Return each line of the data below that contains the string "numbered".

(Beginning of Input data)

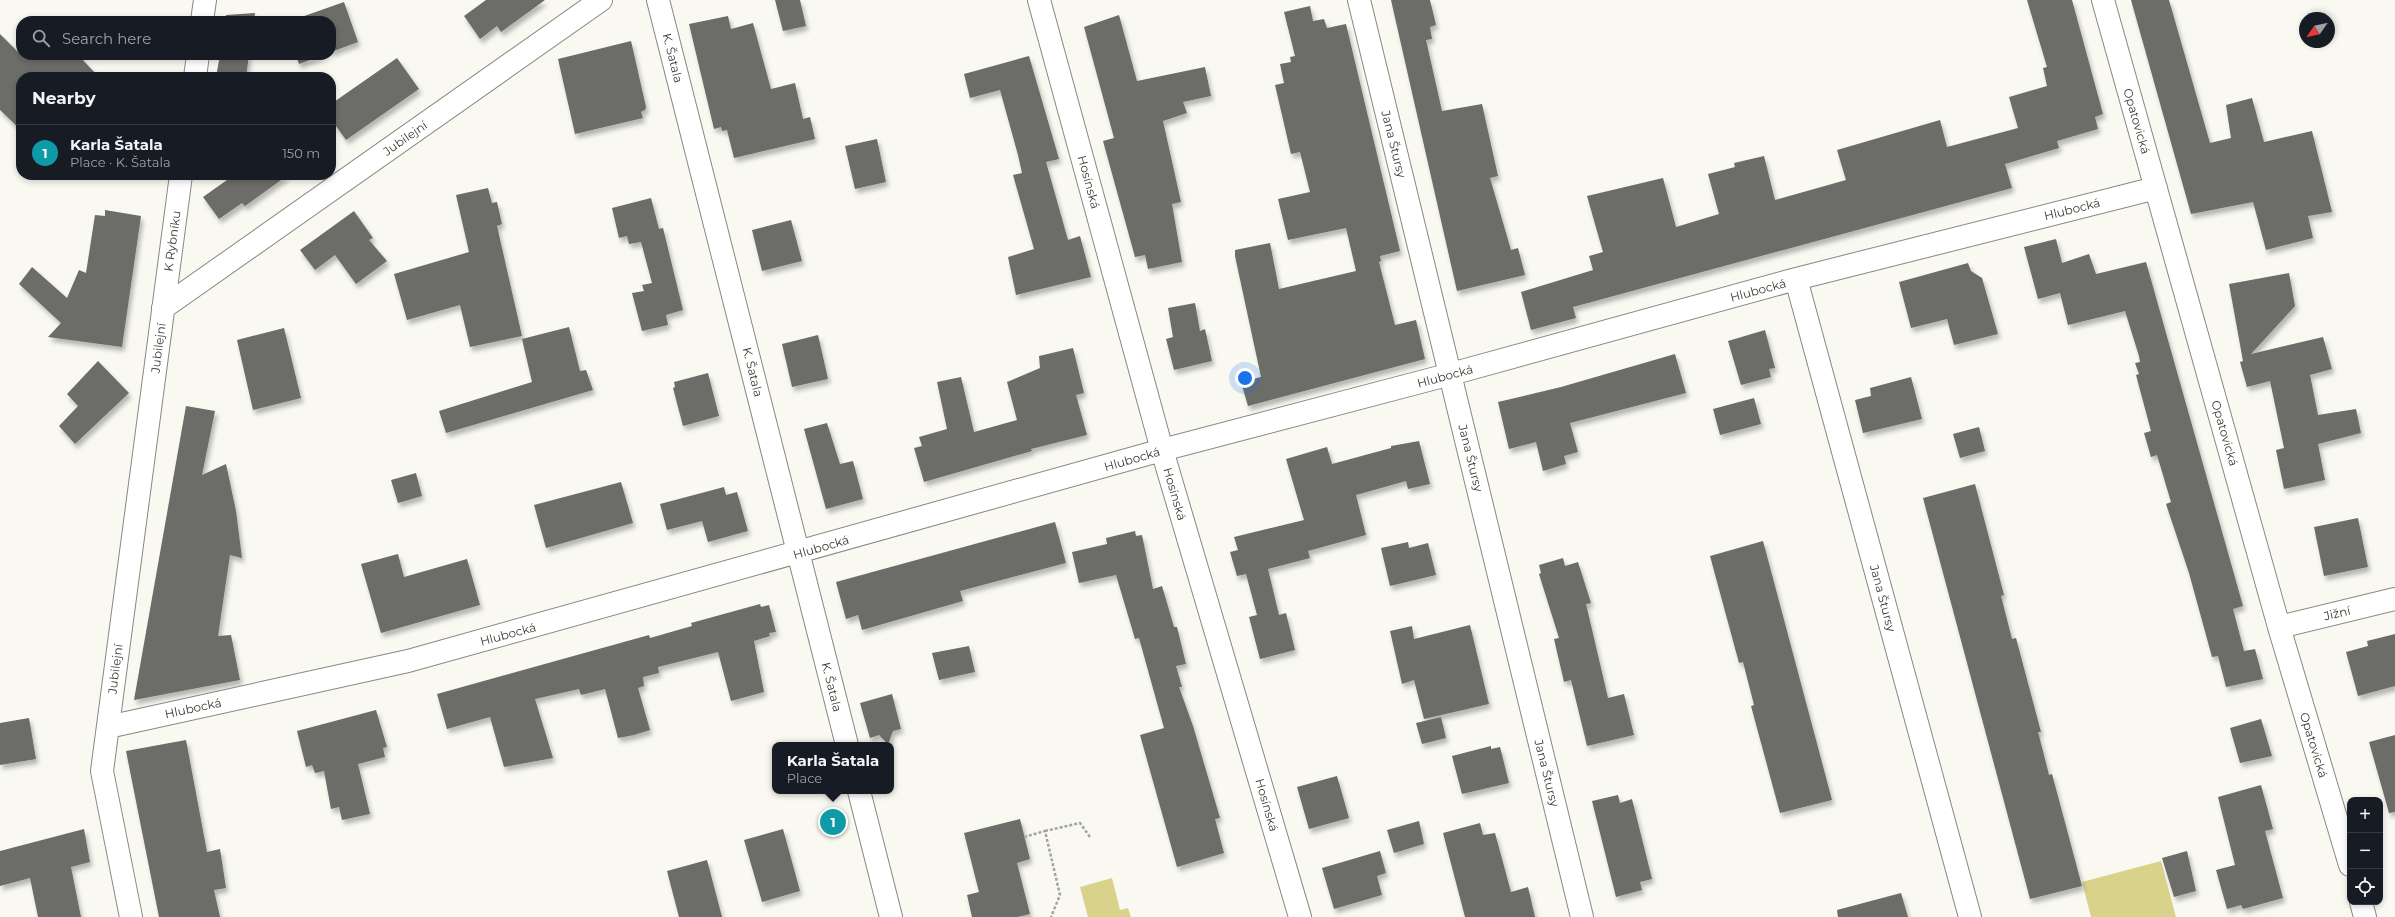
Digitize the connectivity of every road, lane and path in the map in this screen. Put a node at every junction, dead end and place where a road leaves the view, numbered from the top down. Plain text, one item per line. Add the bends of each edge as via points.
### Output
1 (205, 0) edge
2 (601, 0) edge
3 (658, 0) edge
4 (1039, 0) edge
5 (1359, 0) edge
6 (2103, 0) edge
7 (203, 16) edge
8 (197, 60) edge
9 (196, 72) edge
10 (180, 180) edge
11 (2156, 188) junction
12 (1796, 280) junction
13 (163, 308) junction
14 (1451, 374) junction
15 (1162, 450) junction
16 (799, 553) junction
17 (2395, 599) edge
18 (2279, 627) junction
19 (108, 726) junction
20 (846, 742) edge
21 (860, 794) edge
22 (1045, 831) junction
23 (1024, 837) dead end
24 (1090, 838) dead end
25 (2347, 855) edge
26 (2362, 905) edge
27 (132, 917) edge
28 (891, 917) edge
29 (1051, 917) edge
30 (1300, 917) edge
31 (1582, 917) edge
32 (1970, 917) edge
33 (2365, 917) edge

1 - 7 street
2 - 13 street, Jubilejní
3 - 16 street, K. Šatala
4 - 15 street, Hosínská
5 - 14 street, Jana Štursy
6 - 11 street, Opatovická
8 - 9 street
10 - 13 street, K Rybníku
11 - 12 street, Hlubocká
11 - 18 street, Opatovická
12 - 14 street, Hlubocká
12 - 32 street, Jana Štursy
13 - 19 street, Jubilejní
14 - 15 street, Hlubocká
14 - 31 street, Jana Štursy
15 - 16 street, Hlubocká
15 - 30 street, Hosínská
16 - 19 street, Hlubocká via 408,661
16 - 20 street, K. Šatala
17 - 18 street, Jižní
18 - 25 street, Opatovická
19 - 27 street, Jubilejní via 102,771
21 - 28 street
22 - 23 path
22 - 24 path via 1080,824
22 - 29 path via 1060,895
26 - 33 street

(End of Input data)
(Beginning of Input data)

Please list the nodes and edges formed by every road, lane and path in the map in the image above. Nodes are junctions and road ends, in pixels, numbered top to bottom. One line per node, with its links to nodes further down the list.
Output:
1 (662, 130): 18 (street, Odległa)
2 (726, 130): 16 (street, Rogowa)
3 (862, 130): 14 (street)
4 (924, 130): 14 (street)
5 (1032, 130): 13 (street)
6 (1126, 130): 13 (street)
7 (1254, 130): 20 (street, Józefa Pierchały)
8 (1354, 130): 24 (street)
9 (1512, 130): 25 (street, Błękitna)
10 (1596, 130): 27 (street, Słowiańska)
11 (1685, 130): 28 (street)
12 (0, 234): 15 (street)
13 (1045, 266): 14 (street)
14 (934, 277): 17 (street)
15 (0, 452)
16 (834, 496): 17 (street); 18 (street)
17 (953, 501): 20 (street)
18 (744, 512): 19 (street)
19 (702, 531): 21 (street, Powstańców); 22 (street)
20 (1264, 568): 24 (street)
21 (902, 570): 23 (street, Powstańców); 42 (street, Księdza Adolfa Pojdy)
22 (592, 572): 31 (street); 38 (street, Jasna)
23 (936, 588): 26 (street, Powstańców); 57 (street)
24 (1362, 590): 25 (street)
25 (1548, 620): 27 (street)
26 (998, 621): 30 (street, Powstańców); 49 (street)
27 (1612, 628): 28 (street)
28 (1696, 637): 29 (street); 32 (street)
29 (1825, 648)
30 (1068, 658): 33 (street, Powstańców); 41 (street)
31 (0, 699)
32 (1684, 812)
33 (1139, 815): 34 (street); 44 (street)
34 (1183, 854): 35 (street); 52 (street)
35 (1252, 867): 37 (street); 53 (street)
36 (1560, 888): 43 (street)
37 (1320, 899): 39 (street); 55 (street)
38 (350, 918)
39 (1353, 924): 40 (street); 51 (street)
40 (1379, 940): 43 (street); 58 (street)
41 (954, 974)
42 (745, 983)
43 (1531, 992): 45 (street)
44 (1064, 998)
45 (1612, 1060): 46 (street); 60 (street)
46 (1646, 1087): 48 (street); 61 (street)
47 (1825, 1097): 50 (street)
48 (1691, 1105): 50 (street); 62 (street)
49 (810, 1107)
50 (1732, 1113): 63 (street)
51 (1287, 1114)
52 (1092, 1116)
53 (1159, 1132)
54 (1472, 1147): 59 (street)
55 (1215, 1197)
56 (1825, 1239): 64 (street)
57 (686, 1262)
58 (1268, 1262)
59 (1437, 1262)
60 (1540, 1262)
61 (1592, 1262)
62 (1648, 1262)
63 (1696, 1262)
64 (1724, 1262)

(End of Input data)

Reply
Digitize the connectivity of every road, lane and path in the map in this screen. Put a node at every junction, dead end and place where a road leaves the view, numbered from the top down. Plain text, one item per line. Add the bends of each edge as via points.
Please list the nodes and edges formed by every road, lane and path in the map in the image above. Nodes are junctions and road ends, in pixels, numbered top to bottom. One line per node, with its links to nodes further down the list.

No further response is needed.